<<<<
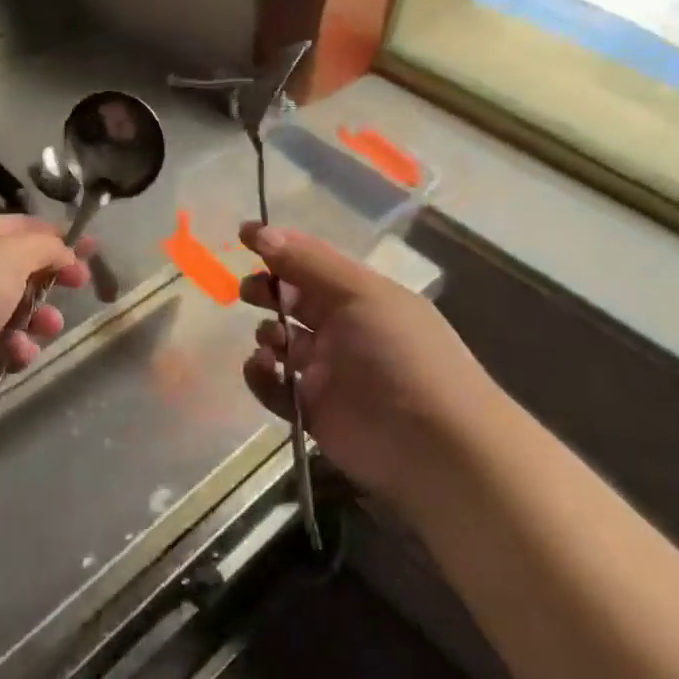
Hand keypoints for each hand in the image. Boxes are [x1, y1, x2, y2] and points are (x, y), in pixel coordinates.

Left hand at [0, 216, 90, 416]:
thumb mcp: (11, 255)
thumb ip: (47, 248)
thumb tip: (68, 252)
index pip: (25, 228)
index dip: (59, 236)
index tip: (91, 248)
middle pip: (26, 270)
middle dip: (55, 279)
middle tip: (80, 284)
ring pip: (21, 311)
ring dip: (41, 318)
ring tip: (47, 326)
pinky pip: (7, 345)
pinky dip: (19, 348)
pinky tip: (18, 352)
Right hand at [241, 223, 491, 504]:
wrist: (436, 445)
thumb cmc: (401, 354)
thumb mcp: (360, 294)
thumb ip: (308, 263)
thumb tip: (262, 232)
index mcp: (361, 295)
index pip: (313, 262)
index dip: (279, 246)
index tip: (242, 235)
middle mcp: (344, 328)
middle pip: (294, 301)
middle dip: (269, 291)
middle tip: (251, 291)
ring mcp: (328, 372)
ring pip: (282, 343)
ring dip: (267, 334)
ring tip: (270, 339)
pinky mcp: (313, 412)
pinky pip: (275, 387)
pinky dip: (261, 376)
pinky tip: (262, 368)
>>>>
<<<<
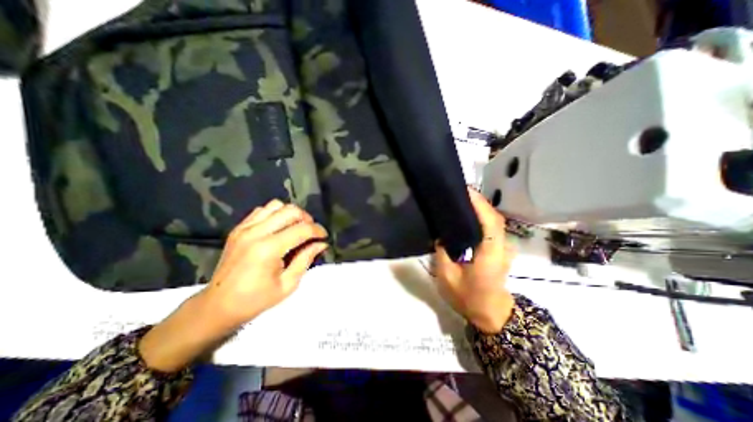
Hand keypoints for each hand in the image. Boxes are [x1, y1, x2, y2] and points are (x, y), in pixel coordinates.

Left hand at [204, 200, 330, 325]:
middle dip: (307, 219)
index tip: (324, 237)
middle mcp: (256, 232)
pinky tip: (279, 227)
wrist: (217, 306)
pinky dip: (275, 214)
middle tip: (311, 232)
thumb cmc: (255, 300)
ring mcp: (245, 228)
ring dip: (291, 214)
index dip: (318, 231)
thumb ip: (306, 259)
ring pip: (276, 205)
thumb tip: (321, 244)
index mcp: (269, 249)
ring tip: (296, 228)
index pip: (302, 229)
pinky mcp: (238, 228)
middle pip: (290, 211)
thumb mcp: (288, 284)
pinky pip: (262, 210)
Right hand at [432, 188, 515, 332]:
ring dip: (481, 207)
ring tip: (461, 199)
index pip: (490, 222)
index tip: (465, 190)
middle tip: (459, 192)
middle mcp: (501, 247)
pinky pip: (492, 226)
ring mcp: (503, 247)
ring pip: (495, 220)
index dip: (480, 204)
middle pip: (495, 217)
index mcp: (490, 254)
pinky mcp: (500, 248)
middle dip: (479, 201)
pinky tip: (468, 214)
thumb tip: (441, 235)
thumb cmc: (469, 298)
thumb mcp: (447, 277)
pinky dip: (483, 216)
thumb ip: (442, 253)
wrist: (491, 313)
>>>>
__TASK TO CARRY OUT__
Copy the lines of the data above exactly as written, beginning with the line containing "middle dip: (479, 201)" and ending with the line containing "wrist: (491, 313)", and leave out all other lines.

__ANSWER FOR THE TASK__
middle dip: (479, 201)
pinky tip: (468, 214)
thumb tip: (441, 235)
thumb cmc: (469, 298)
thumb mcp: (447, 277)
pinky dip: (483, 216)
thumb ip: (442, 253)
wrist: (491, 313)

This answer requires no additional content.